Certains déplacés ont exprimé le droit des enfants à l’éducation. Ils vont partager les salles de classe avec nos élèves. Le matin, ils plient leurs affaires et les salles de classe sont nettoyées pour les cours.

Algumas pessoas deslocadas expressaram o direito de seus filhos à educação. Elas compartilharão as salas de aula com nossos alunos. Pela manhã, elas retiram seus pertences e as salas de aula são limpas para as aulas.

Esta situação não agrada os sindicatos que manifestaram seu descontentamento e apelaram ao boicote.

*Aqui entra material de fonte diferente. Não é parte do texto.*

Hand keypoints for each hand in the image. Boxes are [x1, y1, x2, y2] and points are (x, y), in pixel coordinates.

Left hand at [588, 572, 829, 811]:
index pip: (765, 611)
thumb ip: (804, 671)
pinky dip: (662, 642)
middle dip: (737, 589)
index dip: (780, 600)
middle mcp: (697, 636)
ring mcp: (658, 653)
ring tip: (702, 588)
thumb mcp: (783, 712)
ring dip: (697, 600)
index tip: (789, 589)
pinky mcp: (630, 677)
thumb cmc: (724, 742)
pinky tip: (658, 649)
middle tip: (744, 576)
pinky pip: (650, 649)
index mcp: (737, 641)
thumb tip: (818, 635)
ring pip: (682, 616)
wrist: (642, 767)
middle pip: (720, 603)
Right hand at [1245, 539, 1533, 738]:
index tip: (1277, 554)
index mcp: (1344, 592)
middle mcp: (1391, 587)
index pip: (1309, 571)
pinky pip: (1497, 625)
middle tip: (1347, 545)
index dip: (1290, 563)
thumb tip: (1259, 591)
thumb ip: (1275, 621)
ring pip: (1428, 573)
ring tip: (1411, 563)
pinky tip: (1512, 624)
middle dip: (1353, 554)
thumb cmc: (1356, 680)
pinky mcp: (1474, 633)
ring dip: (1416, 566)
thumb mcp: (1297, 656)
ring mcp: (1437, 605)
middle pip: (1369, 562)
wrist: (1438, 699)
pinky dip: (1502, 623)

Leia mais: Quem são os rebeldes do Movimento 23 de Março no leste da República Democrática do Congo?

Laptops proibidos no Togo

No Togo, as crianças voltaram às aulas em 16 de setembro. Os sindicalistas, por meio da Coordenação dos Sindicatos de Professores de Togo (CSET), em uma mensagem de 12 de setembro de Abalo-Essé Assih, secretário-geral, lembraram:

(…) nous voudrions évoquer le maintien du dialogue entre le Gouvernement et les fédérations de l’éducation, le renforcement du système éducatif en termes de qualité de l’enseignement, […] bref, les grandes réformes structurelles et fonctionnelles engagées par le Gouvernement pour faire du milieu scolaire togolais, un cadre attractif, favorable à une formation rigoureuse et de qualité pour des résultats crédibles.

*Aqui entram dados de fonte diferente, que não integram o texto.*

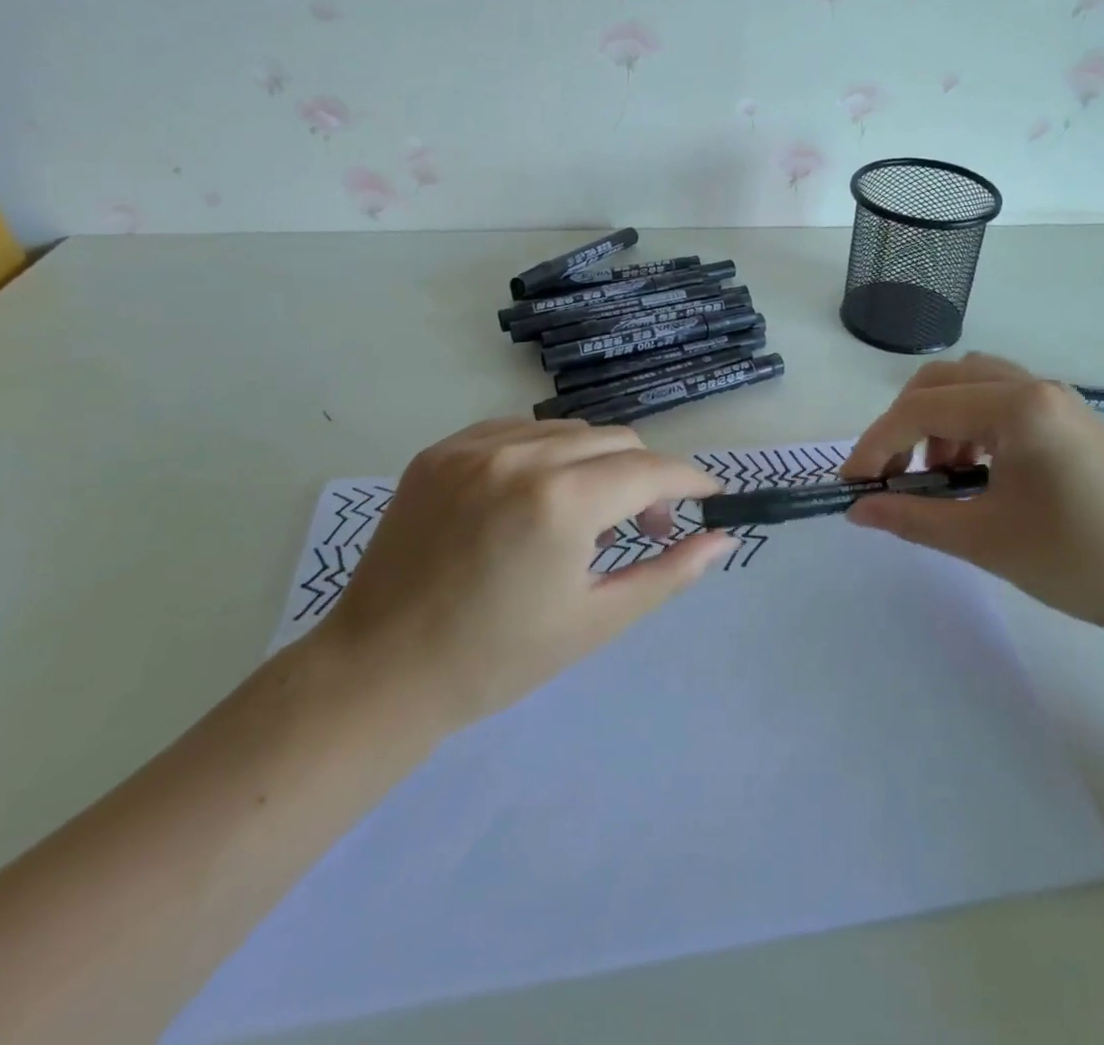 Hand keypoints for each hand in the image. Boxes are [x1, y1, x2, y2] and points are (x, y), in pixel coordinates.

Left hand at [323, 418, 732, 735]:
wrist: (380, 672)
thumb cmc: (497, 659)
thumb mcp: (596, 620)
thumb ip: (668, 573)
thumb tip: (724, 538)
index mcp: (562, 501)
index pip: (651, 470)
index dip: (689, 482)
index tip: (709, 497)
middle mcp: (522, 455)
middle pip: (616, 441)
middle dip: (645, 476)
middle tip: (645, 526)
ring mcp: (476, 446)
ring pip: (569, 430)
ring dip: (596, 463)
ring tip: (585, 514)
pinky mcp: (442, 450)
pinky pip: (519, 431)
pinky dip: (546, 454)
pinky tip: (537, 495)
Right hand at [841, 353, 1103, 637]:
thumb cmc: (1081, 561)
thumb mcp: (985, 541)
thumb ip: (912, 517)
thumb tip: (856, 509)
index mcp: (1017, 407)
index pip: (923, 409)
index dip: (877, 443)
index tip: (852, 483)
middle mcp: (1035, 387)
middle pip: (943, 380)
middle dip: (904, 423)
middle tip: (891, 472)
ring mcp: (1057, 400)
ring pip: (972, 386)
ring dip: (939, 421)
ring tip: (938, 477)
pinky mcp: (1070, 419)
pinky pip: (1001, 402)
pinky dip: (971, 427)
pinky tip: (977, 474) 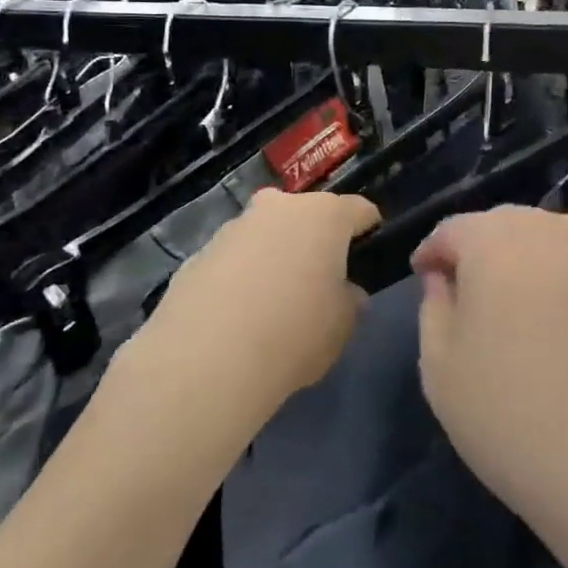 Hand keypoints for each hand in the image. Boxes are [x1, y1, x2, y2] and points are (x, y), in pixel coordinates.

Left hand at [147, 188, 380, 408]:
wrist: (207, 359)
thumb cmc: (295, 333)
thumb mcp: (343, 326)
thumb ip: (350, 301)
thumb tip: (347, 294)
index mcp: (324, 216)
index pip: (359, 210)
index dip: (369, 230)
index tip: (369, 254)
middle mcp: (278, 208)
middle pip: (306, 215)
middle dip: (315, 239)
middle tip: (319, 278)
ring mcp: (233, 227)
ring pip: (265, 234)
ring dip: (274, 255)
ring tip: (273, 302)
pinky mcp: (198, 254)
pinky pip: (232, 260)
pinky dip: (240, 277)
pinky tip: (237, 316)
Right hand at [413, 207, 567, 520]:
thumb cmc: (515, 417)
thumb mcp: (441, 370)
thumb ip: (434, 310)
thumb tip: (444, 280)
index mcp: (498, 240)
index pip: (453, 229)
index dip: (433, 252)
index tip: (422, 277)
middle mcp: (554, 233)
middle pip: (505, 226)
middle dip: (478, 250)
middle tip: (464, 294)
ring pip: (549, 244)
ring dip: (523, 265)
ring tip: (511, 312)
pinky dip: (561, 288)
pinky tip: (558, 333)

(…) queremos mencionar o diálogo permanente entre o governo e as federações de educação, o fortalecimento do sistema educacional em termos de qualidade de ensino. […] em suma, as grandes reformas estruturais e funcionais empreendidas pelo governo para tornar o ambiente escolar togolés um ambiente atrativo, propício para uma formação rigorosa e de qualidade para obter resultados incríveis.

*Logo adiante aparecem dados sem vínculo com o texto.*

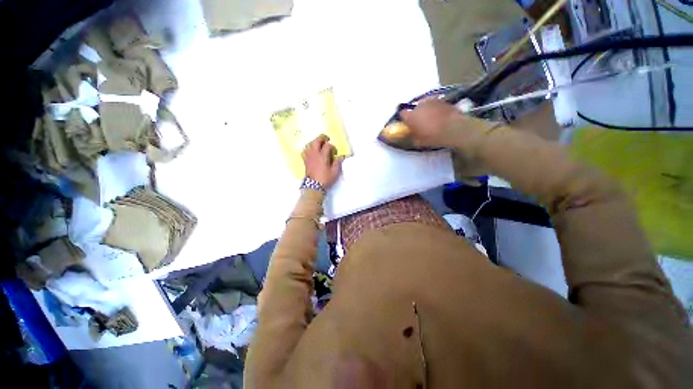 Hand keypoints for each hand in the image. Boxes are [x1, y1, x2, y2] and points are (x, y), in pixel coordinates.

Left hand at [302, 134, 343, 188]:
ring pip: (309, 144)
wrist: (313, 186)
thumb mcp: (334, 172)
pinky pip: (304, 150)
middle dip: (322, 138)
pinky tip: (311, 150)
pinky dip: (308, 148)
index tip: (334, 152)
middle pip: (316, 140)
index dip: (332, 146)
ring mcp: (309, 156)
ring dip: (315, 142)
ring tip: (319, 144)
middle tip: (327, 139)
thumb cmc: (325, 179)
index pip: (327, 145)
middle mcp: (315, 154)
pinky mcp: (305, 160)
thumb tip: (340, 156)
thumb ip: (337, 163)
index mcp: (322, 156)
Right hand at [399, 99, 489, 149]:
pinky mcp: (442, 100)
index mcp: (411, 116)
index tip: (407, 124)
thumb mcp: (418, 142)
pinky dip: (435, 109)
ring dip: (426, 111)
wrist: (454, 129)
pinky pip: (435, 104)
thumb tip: (409, 134)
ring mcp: (431, 101)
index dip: (404, 119)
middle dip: (416, 115)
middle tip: (420, 123)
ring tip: (431, 119)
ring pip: (425, 105)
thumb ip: (411, 136)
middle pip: (414, 109)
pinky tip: (440, 116)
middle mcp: (419, 106)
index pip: (402, 114)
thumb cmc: (433, 137) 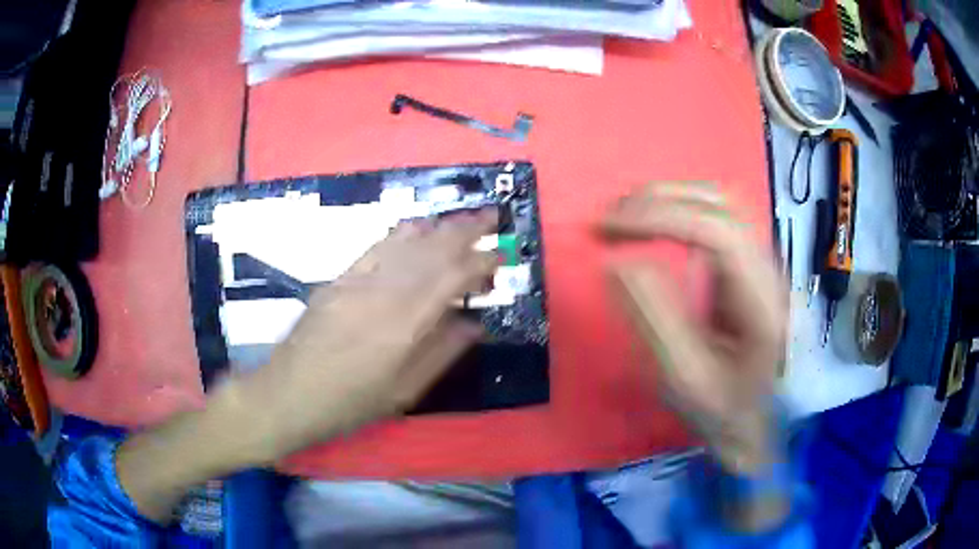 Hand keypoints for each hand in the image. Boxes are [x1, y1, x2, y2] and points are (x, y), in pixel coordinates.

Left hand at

Sobre a proibição de usar telefones portáteis ordenada pelas autoridades, Abalo-Essé Assih disse:

Chers élèves,(…) observez scrupuleusement la discipline (…) par rapport à l’usage du téléphone portable en milieu scolaire et évitez d’être une proie facile pour des personnes mal intentionnées qui utilisent les réseaux sociaux pour vous attirer dans leurs pièges.

Caros alunos, (…) observem a disciplina (…) quanto ao uso de telefones celulares nas escolas e evitem ser presas fáceis de pessoas mal-intencionadas que usam as redes sociais para atraí-los para armadilhas.

As autoridades togolesas já recorreram a essa medida no ano letivo de 2018-2019, mas a proibição teve vida curta.

Diante dos recentes incidentes ocorridos no norte do país em 20 de julho de 2024, após um ataque jihadista que matou mais de dez militares, segundo o jornal Le Monde, permanecem as preocupações com a segurança das escolas.

No início do ano letivo de 2024, a taxa de matrícula do Togo era de 94,6 % no ensino fundamental. No ensino médio, a taxa era de 76,6% no primeiro ciclo e de 35,2 % no segundo ciclo, de acordo com os números de 2023. Em Camarões, a taxa de matrícula em 2022 foi de 66% para meninas e 73% para meninos no nível primário, e é inferior a 50% no nível secundário. Na República Democrática do Congo, os números mais recentes remontam a 2021, com uma taxa de matrícula no nível primário de 79% para meninas e 86% para meninos. Na escola secundária, a taxa é de 44% para meninas e 70% para meninos.

De acordo com o site da ONU Info: 

Près de 98 millions d’enfants en âge d’être scolarisés ne vont pas à l’école. De plus, 9 enfants scolarisés sur 10 ne peuvent pas lire et comprendre un texte simple à l’âge de 10 ans.

Quase 98 milhões de crianças em idade escolar não vão da escola. Além disso, nove em cada 10 crianças que frequentam a escola não conseguem ler nem entender textos simples até os 10 anos de idade.

Portanto, ir à escola continua sendo um grande desafio para todos na África.